►

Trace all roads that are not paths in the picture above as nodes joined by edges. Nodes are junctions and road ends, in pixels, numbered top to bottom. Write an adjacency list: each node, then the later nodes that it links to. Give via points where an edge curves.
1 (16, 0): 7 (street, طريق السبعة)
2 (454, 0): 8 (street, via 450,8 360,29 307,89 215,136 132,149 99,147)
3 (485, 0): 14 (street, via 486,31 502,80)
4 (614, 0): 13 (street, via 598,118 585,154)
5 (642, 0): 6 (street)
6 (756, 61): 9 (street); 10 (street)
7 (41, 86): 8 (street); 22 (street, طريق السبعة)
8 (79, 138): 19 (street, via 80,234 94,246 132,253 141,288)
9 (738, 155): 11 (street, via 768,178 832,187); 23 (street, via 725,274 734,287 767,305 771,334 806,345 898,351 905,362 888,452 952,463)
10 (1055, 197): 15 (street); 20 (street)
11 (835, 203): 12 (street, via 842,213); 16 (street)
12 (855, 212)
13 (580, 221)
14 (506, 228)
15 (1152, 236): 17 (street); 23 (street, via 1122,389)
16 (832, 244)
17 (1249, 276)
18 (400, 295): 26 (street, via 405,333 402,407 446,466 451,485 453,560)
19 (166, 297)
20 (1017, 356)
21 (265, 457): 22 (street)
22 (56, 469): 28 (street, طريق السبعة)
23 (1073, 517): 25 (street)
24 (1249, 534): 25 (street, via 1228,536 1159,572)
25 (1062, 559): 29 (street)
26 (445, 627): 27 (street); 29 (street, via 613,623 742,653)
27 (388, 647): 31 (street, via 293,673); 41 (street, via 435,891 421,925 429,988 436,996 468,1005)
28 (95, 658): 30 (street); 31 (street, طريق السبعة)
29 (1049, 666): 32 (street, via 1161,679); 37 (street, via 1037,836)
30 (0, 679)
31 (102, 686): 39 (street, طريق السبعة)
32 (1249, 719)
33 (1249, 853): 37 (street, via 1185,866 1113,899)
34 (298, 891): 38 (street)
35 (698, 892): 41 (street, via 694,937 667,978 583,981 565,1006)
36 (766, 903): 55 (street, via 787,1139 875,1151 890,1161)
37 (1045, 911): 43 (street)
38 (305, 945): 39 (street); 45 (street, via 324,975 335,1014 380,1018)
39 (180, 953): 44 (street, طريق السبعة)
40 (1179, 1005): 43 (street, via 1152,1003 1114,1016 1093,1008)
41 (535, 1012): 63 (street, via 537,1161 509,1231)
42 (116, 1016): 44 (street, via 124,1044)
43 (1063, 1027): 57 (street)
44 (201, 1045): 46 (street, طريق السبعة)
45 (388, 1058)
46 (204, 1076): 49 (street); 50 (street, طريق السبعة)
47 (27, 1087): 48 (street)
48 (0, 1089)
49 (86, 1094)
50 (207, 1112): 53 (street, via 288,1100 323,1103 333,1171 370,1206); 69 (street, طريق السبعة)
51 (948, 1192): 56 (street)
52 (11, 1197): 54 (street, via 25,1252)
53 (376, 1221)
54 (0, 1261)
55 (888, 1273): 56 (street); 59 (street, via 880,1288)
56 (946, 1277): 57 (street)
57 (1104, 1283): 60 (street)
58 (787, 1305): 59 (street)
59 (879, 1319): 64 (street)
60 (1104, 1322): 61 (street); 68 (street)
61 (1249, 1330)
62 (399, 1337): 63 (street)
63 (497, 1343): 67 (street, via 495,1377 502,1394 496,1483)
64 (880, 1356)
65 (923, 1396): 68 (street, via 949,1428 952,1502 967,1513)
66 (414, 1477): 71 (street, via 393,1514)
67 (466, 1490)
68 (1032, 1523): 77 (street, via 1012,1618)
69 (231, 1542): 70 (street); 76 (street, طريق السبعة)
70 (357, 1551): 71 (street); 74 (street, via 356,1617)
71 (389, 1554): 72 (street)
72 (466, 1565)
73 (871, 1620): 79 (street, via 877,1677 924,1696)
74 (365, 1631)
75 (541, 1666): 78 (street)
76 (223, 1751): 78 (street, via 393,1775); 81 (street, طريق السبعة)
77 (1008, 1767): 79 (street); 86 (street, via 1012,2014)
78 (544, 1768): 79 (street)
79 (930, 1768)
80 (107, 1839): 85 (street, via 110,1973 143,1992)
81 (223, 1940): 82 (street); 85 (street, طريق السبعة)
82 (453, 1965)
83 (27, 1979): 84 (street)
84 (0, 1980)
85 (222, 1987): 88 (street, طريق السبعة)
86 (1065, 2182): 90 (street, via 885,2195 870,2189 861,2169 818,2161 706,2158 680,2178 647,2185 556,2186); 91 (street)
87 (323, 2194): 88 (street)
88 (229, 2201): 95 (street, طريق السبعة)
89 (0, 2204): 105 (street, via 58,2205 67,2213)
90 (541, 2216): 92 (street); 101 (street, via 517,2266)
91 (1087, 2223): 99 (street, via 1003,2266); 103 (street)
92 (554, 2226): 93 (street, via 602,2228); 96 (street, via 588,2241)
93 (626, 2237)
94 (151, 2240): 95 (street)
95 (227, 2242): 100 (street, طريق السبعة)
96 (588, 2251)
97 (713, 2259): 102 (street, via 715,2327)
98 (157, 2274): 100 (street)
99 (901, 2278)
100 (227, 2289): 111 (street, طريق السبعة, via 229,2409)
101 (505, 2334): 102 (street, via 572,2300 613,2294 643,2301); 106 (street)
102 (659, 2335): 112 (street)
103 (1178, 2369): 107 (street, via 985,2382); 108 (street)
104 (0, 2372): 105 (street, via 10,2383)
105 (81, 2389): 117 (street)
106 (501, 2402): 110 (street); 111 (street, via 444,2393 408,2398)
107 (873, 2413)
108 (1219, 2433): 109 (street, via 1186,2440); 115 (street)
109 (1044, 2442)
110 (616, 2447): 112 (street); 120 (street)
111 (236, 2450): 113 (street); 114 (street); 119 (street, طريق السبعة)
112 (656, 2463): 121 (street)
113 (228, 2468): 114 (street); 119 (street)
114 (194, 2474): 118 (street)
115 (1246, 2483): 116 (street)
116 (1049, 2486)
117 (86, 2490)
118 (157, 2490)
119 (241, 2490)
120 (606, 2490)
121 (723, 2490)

◄

▶ **Work order**:
Extract all of the data above without altering anything.

▶ **The completed task**:
Trace all roads that are not paths in the picture above as nodes joined by edges. Nodes are junctions and road ends, in pixels, numbered top to bottom. Write an adjacency list: each node, then the later nodes that it links to. Give via points where an edge curves.
1 (16, 0): 7 (street, طريق السبعة)
2 (454, 0): 8 (street, via 450,8 360,29 307,89 215,136 132,149 99,147)
3 (485, 0): 14 (street, via 486,31 502,80)
4 (614, 0): 13 (street, via 598,118 585,154)
5 (642, 0): 6 (street)
6 (756, 61): 9 (street); 10 (street)
7 (41, 86): 8 (street); 22 (street, طريق السبعة)
8 (79, 138): 19 (street, via 80,234 94,246 132,253 141,288)
9 (738, 155): 11 (street, via 768,178 832,187); 23 (street, via 725,274 734,287 767,305 771,334 806,345 898,351 905,362 888,452 952,463)
10 (1055, 197): 15 (street); 20 (street)
11 (835, 203): 12 (street, via 842,213); 16 (street)
12 (855, 212)
13 (580, 221)
14 (506, 228)
15 (1152, 236): 17 (street); 23 (street, via 1122,389)
16 (832, 244)
17 (1249, 276)
18 (400, 295): 26 (street, via 405,333 402,407 446,466 451,485 453,560)
19 (166, 297)
20 (1017, 356)
21 (265, 457): 22 (street)
22 (56, 469): 28 (street, طريق السبعة)
23 (1073, 517): 25 (street)
24 (1249, 534): 25 (street, via 1228,536 1159,572)
25 (1062, 559): 29 (street)
26 (445, 627): 27 (street); 29 (street, via 613,623 742,653)
27 (388, 647): 31 (street, via 293,673); 41 (street, via 435,891 421,925 429,988 436,996 468,1005)
28 (95, 658): 30 (street); 31 (street, طريق السبعة)
29 (1049, 666): 32 (street, via 1161,679); 37 (street, via 1037,836)
30 (0, 679)
31 (102, 686): 39 (street, طريق السبعة)
32 (1249, 719)
33 (1249, 853): 37 (street, via 1185,866 1113,899)
34 (298, 891): 38 (street)
35 (698, 892): 41 (street, via 694,937 667,978 583,981 565,1006)
36 (766, 903): 55 (street, via 787,1139 875,1151 890,1161)
37 (1045, 911): 43 (street)
38 (305, 945): 39 (street); 45 (street, via 324,975 335,1014 380,1018)
39 (180, 953): 44 (street, طريق السبعة)
40 (1179, 1005): 43 (street, via 1152,1003 1114,1016 1093,1008)
41 (535, 1012): 63 (street, via 537,1161 509,1231)
42 (116, 1016): 44 (street, via 124,1044)
43 (1063, 1027): 57 (street)
44 (201, 1045): 46 (street, طريق السبعة)
45 (388, 1058)
46 (204, 1076): 49 (street); 50 (street, طريق السبعة)
47 (27, 1087): 48 (street)
48 (0, 1089)
49 (86, 1094)
50 (207, 1112): 53 (street, via 288,1100 323,1103 333,1171 370,1206); 69 (street, طريق السبعة)
51 (948, 1192): 56 (street)
52 (11, 1197): 54 (street, via 25,1252)
53 (376, 1221)
54 (0, 1261)
55 (888, 1273): 56 (street); 59 (street, via 880,1288)
56 (946, 1277): 57 (street)
57 (1104, 1283): 60 (street)
58 (787, 1305): 59 (street)
59 (879, 1319): 64 (street)
60 (1104, 1322): 61 (street); 68 (street)
61 (1249, 1330)
62 (399, 1337): 63 (street)
63 (497, 1343): 67 (street, via 495,1377 502,1394 496,1483)
64 (880, 1356)
65 (923, 1396): 68 (street, via 949,1428 952,1502 967,1513)
66 (414, 1477): 71 (street, via 393,1514)
67 (466, 1490)
68 (1032, 1523): 77 (street, via 1012,1618)
69 (231, 1542): 70 (street); 76 (street, طريق السبعة)
70 (357, 1551): 71 (street); 74 (street, via 356,1617)
71 (389, 1554): 72 (street)
72 (466, 1565)
73 (871, 1620): 79 (street, via 877,1677 924,1696)
74 (365, 1631)
75 (541, 1666): 78 (street)
76 (223, 1751): 78 (street, via 393,1775); 81 (street, طريق السبعة)
77 (1008, 1767): 79 (street); 86 (street, via 1012,2014)
78 (544, 1768): 79 (street)
79 (930, 1768)
80 (107, 1839): 85 (street, via 110,1973 143,1992)
81 (223, 1940): 82 (street); 85 (street, طريق السبعة)
82 (453, 1965)
83 (27, 1979): 84 (street)
84 (0, 1980)
85 (222, 1987): 88 (street, طريق السبعة)
86 (1065, 2182): 90 (street, via 885,2195 870,2189 861,2169 818,2161 706,2158 680,2178 647,2185 556,2186); 91 (street)
87 (323, 2194): 88 (street)
88 (229, 2201): 95 (street, طريق السبعة)
89 (0, 2204): 105 (street, via 58,2205 67,2213)
90 (541, 2216): 92 (street); 101 (street, via 517,2266)
91 (1087, 2223): 99 (street, via 1003,2266); 103 (street)
92 (554, 2226): 93 (street, via 602,2228); 96 (street, via 588,2241)
93 (626, 2237)
94 (151, 2240): 95 (street)
95 (227, 2242): 100 (street, طريق السبعة)
96 (588, 2251)
97 (713, 2259): 102 (street, via 715,2327)
98 (157, 2274): 100 (street)
99 (901, 2278)
100 (227, 2289): 111 (street, طريق السبعة, via 229,2409)
101 (505, 2334): 102 (street, via 572,2300 613,2294 643,2301); 106 (street)
102 (659, 2335): 112 (street)
103 (1178, 2369): 107 (street, via 985,2382); 108 (street)
104 (0, 2372): 105 (street, via 10,2383)
105 (81, 2389): 117 (street)
106 (501, 2402): 110 (street); 111 (street, via 444,2393 408,2398)
107 (873, 2413)
108 (1219, 2433): 109 (street, via 1186,2440); 115 (street)
109 (1044, 2442)
110 (616, 2447): 112 (street); 120 (street)
111 (236, 2450): 113 (street); 114 (street); 119 (street, طريق السبعة)
112 (656, 2463): 121 (street)
113 (228, 2468): 114 (street); 119 (street)
114 (194, 2474): 118 (street)
115 (1246, 2483): 116 (street)
116 (1049, 2486)
117 (86, 2490)
118 (157, 2490)
119 (241, 2490)
120 (606, 2490)
121 (723, 2490)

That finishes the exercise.